REQUIREMENT — Check every line of the material below, and show those that contain "Miere".

RECORD SET —
^^^^^^^^^^^^^^^^

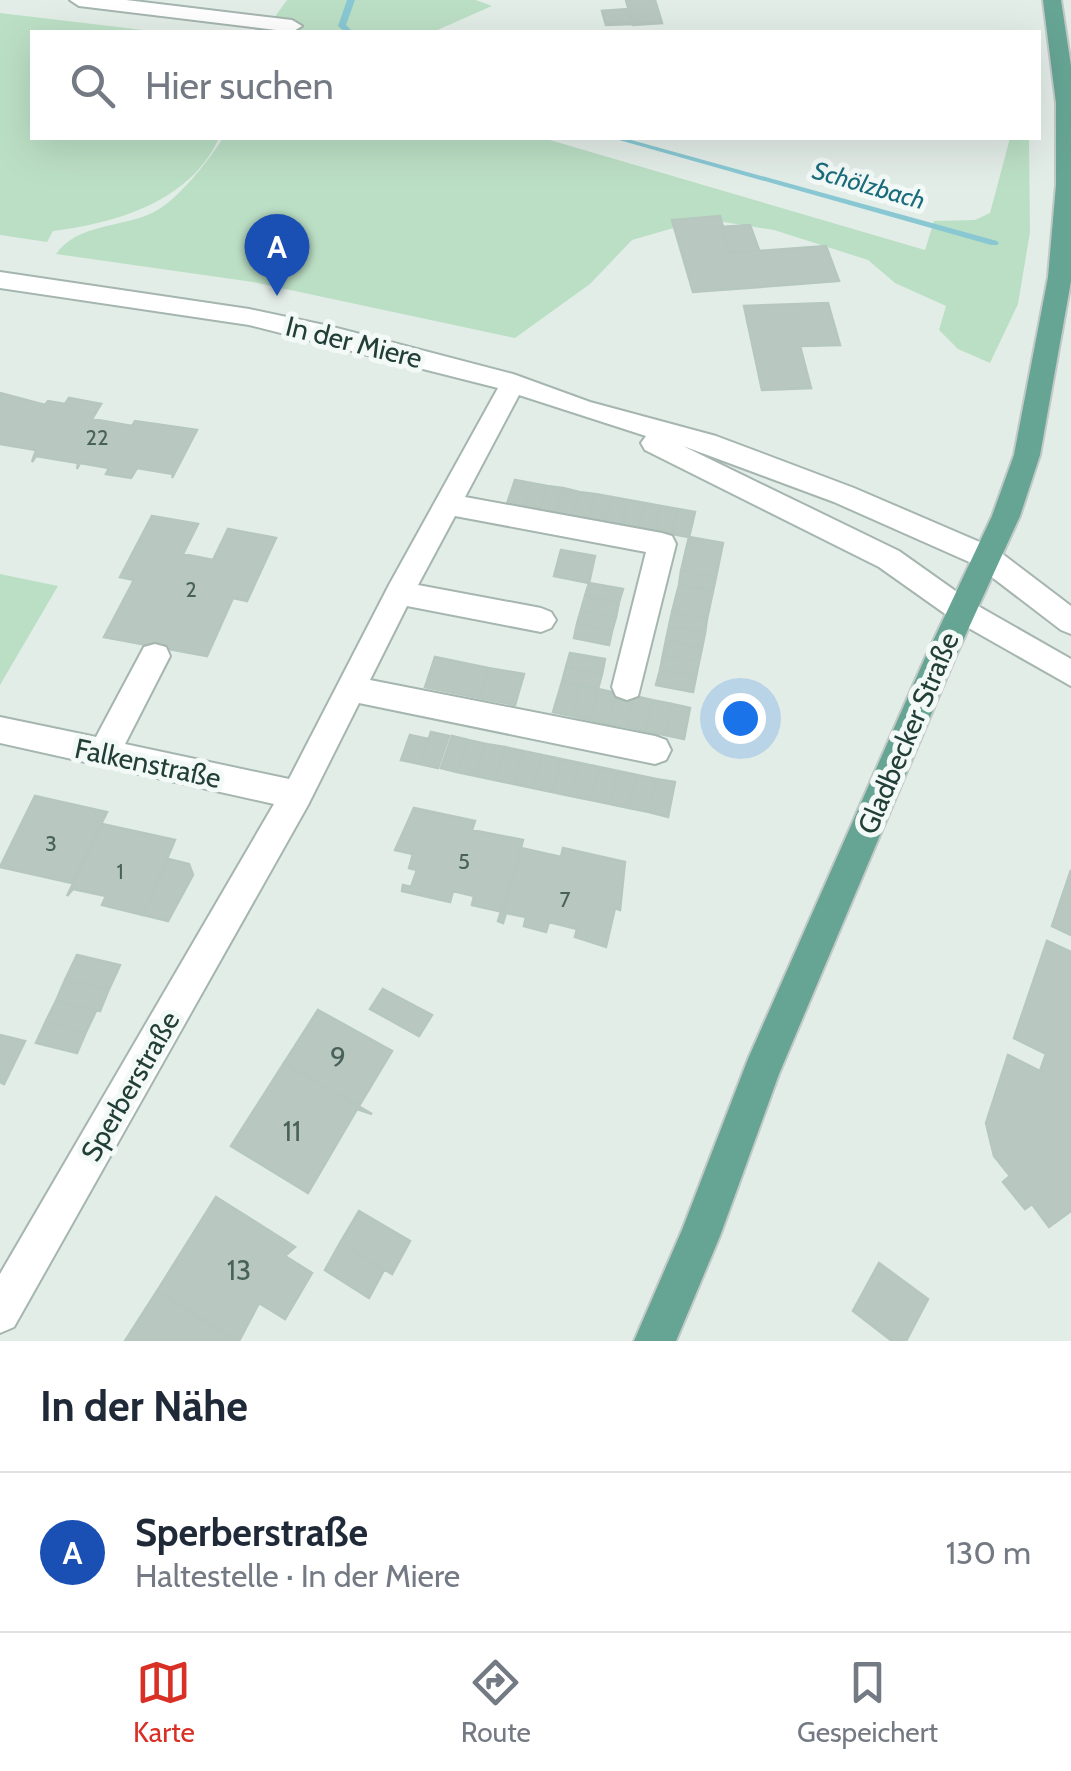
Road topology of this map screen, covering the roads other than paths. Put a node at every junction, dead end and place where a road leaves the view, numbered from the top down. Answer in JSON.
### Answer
{"nodes":[{"id":1,"x":79,"y":0,"type":"edge"},
{"id":2,"x":1052,"y":0,"type":"edge"},
{"id":3,"x":292,"y":26,"type":"dead end"},
{"id":4,"x":1068,"y":102,"type":"edge"},
{"id":5,"x":0,"y":280,"type":"edge"},
{"id":6,"x":513,"y":383,"type":"junction"},
{"id":7,"x":583,"y":409,"type":"junction"},
{"id":8,"x":448,"y":504,"type":"junction"},
{"id":9,"x":986,"y":557,"type":"junction"},
{"id":10,"x":399,"y":593,"type":"junction"},
{"id":11,"x":962,"y":610,"type":"junction"},
{"id":12,"x":541,"y":620,"type":"dead end"},
{"id":13,"x":1071,"y":622,"type":"edge"},
{"id":14,"x":154,"y":656,"type":"dead end"},
{"id":15,"x":1071,"y":674,"type":"edge"},
{"id":16,"x":626,"y":687,"type":"dead end"},
{"id":17,"x":354,"y":690,"type":"junction"},
{"id":18,"x":0,"y":730,"type":"edge"},
{"id":19,"x":655,"y":750,"type":"dead end"},
{"id":20,"x":104,"y":753,"type":"junction"},
{"id":21,"x":297,"y":795,"type":"junction"},
{"id":22,"x":0,"y":1312,"type":"edge"},
{"id":23,"x":655,"y":1341,"type":"edge"}],
"edges":[{"from":1,"to":3,"type":"street"},
{"from":2,"to":4,"type":"main road","name":"Gladbecker Straße"},
{"from":4,"to":9,"type":"main road","name":"Gladbecker Straße"},
{"from":5,"to":6,"type":"street","name":"In der Miere"},
{"from":6,"to":7,"type":"street","name":"In der Miere"},
{"from":6,"to":8,"type":"street","name":"Sperberstraße"},
{"from":7,"to":9,"type":"street","name":"In der Miere"},
{"from":7,"to":11,"type":"street","name":"In der Miere"},
{"from":8,"to":10,"type":"street","name":"Sperberstraße"},
{"from":8,"to":16,"type":"street"},
{"from":9,"to":11,"type":"main road","name":"Gladbecker Straße"},
{"from":9,"to":13,"type":"street","name":"In der Miere"},
{"from":10,"to":12,"type":"street"},
{"from":10,"to":17,"type":"street","name":"Sperberstraße"},
{"from":11,"to":15,"type":"street","name":"In der Miere"},
{"from":11,"to":23,"type":"main road","name":"Gladbecker Straße"},
{"from":14,"to":20,"type":"street"},
{"from":17,"to":19,"type":"street"},
{"from":17,"to":21,"type":"street","name":"Sperberstraße"},
{"from":18,"to":20,"type":"street","name":"Falkenstraße"},
{"from":20,"to":21,"type":"street","name":"Falkenstraße"},
{"from":21,"to":22,"type":"street","name":"Sperberstraße"}]}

^^^^^^^^^^^^^^^^

EXERCISE SOLUTION —
{"from":5,"to":6,"type":"street","name":"In der Miere"},
{"from":6,"to":7,"type":"street","name":"In der Miere"},
{"from":7,"to":9,"type":"street","name":"In der Miere"},
{"from":7,"to":11,"type":"street","name":"In der Miere"},
{"from":9,"to":13,"type":"street","name":"In der Miere"},
{"from":11,"to":15,"type":"street","name":"In der Miere"},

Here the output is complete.